Simplified design procedures for shear piles subject to liquefaction induced lateral spread with evacuation
Abstract
The lateral load transfer between a pile and laterally spreading ground during an earthquake is a complex soil-structure interaction problem given the significant nonlinearity of the stress-strain behaviour of soils during such an event. This interaction becomes more complex when piles are used as a retaining system in close proximity to a free face/slope (e.g. river beds and coastal areas), which will likely suffer evacuation during a seismic event.
Post-liquefaction displacements due to lateral spreading can be very damaging for piles, especially in the interface between the liquefied layer(s) and the underlying stable ground. As the shear piles considered within this paper extend beyond this interface, estimating the mobilised shear forces in these reinforcing elements at depth is a key part of the design. The latter must ensure displacement compatibility between the displaced soil mass and the mobilized pile resistance.

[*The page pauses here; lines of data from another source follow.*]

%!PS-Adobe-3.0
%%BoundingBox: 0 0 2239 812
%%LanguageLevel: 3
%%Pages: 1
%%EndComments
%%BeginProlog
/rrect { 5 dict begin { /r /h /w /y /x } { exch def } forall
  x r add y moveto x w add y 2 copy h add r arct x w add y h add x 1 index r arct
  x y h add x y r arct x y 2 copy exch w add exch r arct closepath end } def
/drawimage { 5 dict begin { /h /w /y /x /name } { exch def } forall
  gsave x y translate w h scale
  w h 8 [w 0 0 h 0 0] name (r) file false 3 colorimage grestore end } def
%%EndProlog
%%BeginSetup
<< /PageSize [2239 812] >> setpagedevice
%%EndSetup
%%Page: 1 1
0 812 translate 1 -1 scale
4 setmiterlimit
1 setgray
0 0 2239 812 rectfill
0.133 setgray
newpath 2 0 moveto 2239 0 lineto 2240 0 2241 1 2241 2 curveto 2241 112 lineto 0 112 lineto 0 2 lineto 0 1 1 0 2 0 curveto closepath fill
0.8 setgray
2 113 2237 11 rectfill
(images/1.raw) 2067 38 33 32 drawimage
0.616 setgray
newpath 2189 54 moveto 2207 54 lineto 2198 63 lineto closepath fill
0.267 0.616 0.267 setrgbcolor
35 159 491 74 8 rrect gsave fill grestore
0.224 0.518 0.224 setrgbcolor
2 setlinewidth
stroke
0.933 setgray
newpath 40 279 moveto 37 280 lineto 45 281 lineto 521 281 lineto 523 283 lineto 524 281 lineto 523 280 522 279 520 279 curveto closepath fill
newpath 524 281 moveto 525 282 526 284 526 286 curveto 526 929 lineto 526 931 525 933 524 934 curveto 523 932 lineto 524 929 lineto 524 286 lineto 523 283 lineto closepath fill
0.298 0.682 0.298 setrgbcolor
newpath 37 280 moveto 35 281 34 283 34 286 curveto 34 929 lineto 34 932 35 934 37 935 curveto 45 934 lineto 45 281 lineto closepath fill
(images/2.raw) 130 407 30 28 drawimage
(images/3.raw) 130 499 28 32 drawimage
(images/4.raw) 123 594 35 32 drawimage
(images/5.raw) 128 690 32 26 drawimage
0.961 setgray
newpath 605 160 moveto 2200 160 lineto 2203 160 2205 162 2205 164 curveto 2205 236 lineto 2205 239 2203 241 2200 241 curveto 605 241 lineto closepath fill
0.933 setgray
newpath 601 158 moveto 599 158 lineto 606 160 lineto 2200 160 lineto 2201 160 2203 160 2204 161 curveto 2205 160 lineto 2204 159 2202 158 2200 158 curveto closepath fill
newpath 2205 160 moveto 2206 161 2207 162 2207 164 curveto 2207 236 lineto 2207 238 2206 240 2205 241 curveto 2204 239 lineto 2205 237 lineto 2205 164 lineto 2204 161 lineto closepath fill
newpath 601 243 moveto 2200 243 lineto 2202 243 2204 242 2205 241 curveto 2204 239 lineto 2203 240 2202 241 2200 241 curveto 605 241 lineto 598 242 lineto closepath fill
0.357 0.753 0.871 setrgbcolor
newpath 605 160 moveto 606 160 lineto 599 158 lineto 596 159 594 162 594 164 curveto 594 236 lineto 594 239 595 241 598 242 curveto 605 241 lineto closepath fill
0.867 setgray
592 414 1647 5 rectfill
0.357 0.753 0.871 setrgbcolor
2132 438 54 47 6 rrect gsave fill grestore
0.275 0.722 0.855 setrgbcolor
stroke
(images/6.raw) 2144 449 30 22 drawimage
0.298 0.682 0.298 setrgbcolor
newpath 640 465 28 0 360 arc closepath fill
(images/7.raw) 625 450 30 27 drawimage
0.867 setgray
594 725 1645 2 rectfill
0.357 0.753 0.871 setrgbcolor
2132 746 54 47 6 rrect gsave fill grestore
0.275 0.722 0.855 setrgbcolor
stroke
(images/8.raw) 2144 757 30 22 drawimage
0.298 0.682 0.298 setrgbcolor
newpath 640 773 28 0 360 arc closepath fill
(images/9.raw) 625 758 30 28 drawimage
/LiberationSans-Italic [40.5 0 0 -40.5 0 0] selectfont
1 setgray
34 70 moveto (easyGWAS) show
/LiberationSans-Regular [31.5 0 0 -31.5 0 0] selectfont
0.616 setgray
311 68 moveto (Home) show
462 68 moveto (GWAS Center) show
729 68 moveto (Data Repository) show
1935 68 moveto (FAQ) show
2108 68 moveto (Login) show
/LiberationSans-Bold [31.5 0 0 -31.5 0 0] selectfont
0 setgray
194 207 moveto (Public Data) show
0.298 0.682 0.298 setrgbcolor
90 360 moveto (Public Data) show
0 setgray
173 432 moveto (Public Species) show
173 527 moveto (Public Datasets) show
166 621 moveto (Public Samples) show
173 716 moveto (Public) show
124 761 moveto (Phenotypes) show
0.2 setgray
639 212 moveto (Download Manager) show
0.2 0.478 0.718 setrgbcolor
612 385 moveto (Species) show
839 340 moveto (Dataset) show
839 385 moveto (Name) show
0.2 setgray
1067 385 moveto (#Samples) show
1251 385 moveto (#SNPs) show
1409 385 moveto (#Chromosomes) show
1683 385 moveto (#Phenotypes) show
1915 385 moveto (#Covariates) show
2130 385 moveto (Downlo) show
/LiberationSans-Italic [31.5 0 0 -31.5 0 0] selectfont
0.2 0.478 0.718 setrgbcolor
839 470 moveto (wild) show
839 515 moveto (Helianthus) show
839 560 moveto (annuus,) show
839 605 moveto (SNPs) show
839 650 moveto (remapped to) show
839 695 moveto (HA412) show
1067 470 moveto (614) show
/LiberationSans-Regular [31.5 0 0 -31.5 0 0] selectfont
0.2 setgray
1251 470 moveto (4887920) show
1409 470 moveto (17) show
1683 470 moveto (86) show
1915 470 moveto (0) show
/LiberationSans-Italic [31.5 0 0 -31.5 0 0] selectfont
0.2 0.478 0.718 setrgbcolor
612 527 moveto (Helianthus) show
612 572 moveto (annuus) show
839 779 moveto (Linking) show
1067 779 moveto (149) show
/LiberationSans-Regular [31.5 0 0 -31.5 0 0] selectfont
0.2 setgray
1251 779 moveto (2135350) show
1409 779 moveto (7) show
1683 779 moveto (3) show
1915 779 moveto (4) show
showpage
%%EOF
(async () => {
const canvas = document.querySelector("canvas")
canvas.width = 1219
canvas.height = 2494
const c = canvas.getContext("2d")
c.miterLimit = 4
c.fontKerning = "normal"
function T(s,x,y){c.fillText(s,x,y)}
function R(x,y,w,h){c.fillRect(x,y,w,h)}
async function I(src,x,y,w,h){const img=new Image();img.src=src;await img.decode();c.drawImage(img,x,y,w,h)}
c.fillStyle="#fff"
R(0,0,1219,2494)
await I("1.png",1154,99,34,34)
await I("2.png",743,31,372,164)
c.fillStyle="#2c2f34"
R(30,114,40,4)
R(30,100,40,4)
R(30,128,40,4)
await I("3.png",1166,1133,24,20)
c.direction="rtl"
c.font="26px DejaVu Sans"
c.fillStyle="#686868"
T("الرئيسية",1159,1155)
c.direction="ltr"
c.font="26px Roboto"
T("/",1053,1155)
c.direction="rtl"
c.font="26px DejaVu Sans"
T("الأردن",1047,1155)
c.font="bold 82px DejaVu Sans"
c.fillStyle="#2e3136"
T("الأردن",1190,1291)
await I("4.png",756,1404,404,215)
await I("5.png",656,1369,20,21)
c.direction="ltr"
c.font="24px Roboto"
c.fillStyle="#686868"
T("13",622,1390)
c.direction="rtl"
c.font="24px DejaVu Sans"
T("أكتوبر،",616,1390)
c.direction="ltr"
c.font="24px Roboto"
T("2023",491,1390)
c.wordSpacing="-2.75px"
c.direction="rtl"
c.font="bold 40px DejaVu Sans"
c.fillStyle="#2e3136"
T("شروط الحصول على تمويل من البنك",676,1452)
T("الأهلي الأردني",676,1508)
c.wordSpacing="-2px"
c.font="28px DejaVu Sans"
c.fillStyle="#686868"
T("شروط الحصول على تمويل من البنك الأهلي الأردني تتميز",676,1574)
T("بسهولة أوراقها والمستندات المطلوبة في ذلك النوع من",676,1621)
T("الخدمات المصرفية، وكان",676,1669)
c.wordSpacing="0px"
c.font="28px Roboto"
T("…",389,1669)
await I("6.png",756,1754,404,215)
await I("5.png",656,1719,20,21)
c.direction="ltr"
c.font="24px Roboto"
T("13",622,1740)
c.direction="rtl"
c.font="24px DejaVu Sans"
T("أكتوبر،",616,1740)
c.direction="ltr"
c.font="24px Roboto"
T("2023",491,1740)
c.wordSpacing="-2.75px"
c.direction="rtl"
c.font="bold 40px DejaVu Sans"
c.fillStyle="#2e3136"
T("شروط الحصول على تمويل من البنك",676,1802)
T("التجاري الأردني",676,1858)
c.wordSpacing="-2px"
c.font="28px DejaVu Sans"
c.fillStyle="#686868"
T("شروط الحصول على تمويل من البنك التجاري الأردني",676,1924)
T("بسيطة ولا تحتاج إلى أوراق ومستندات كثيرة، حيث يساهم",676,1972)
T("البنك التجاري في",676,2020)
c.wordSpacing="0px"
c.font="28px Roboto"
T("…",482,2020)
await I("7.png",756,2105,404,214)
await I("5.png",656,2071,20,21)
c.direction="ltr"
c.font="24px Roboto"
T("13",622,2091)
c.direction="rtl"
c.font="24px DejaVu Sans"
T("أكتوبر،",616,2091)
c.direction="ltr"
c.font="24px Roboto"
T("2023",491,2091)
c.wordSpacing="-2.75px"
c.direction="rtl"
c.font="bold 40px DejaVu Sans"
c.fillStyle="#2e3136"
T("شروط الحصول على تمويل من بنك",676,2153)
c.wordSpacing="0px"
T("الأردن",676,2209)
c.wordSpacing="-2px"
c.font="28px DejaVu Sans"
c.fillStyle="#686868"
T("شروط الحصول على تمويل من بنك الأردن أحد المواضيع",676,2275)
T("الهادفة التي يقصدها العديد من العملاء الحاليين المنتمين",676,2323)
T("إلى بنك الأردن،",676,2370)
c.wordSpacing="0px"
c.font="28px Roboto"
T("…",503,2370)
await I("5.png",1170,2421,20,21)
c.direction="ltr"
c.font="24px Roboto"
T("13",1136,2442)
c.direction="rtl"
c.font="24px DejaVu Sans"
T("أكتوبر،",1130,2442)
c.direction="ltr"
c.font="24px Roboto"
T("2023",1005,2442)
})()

Common practice design methods rely on an iterative procedure which combines the Newmark Sliding Block theory and Limit Equilibrium analysis to predict the permanent soil displacements and yield accelerations of the slope. This is usually followed by the use of specialized piling/retaining wall software to ensure displacement compatibility is reached. However, the guidance for the design of piles subject to lateral spread appears to not consider the detrimental effects of evacuation. This papers discusses the adaptation of this commonly accepted practice to a scenario where evacuation occurs.